Material for this task —
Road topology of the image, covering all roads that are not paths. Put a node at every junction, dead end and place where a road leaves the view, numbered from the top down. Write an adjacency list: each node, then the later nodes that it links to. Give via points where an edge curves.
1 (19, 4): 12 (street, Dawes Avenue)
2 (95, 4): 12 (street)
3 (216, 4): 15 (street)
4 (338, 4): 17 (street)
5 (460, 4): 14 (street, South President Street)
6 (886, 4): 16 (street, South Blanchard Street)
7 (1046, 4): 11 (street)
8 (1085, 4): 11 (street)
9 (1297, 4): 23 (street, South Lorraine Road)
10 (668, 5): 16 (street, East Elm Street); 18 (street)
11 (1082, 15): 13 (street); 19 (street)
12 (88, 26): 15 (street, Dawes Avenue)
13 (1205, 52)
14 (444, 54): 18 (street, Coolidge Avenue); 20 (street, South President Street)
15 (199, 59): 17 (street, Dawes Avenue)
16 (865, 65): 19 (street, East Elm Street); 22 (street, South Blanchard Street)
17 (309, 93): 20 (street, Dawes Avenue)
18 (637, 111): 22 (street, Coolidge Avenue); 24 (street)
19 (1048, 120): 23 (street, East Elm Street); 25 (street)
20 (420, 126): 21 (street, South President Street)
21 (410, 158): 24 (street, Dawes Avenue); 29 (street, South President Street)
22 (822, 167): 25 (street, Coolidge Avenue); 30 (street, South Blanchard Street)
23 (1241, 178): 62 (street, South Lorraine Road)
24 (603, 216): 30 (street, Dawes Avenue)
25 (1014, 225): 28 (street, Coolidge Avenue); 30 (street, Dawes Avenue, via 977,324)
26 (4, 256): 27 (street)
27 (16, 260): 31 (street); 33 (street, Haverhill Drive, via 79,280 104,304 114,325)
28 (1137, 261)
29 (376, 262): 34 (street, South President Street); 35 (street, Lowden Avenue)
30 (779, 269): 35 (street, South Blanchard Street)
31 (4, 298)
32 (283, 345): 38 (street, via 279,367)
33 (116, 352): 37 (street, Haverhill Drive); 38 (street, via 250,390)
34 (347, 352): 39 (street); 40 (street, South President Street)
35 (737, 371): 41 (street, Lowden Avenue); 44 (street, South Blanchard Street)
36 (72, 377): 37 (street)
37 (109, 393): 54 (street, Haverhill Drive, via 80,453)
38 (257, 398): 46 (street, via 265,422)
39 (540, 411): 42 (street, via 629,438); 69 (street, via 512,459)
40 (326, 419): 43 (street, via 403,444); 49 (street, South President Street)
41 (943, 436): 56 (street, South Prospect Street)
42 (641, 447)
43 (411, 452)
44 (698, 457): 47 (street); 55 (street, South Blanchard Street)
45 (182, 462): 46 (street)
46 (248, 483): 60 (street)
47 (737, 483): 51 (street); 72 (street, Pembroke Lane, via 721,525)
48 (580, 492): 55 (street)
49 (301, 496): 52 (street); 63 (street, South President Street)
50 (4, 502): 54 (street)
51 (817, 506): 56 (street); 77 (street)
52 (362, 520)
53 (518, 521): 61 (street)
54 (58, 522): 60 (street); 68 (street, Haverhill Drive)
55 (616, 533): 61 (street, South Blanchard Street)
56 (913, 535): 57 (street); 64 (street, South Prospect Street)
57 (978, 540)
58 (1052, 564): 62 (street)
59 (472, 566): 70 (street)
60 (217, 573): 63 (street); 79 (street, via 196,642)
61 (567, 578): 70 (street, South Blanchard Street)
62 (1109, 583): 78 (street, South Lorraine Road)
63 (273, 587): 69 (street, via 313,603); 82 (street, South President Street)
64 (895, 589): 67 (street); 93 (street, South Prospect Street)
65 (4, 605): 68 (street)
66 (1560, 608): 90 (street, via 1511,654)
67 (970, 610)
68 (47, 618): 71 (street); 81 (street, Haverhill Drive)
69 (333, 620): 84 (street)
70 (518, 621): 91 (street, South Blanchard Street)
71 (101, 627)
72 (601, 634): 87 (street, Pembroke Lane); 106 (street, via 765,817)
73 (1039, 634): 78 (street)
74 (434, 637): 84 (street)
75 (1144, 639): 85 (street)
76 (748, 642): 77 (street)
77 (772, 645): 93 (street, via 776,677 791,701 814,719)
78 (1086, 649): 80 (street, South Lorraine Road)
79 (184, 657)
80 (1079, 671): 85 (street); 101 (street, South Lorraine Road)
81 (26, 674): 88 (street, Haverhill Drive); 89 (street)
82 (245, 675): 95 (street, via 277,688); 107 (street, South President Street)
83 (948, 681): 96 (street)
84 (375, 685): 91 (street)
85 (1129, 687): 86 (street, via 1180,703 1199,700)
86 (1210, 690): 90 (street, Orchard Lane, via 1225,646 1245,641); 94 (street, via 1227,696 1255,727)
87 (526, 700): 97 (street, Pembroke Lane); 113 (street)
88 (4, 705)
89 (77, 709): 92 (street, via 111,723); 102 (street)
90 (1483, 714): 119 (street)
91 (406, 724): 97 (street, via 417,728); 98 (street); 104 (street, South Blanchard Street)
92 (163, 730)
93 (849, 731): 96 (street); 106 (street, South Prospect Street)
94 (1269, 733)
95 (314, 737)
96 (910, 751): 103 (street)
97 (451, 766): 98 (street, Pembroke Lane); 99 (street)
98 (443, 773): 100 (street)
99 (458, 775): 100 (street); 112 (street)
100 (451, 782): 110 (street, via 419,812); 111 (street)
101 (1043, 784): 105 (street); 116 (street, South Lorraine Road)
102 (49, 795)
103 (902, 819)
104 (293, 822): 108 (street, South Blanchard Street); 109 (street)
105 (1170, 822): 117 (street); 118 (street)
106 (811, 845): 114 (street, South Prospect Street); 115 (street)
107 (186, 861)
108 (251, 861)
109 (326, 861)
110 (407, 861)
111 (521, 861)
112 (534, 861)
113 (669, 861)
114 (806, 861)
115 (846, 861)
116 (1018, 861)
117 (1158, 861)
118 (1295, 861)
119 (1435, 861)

Your task — Whenever the string "Lane" shows up on a line of the listing, copy that line.

Answer to the exercise —
47 (737, 483): 51 (street); 72 (street, Pembroke Lane, via 721,525)
72 (601, 634): 87 (street, Pembroke Lane); 106 (street, via 765,817)
86 (1210, 690): 90 (street, Orchard Lane, via 1225,646 1245,641); 94 (street, via 1227,696 1255,727)
87 (526, 700): 97 (street, Pembroke Lane); 113 (street)
97 (451, 766): 98 (street, Pembroke Lane); 99 (street)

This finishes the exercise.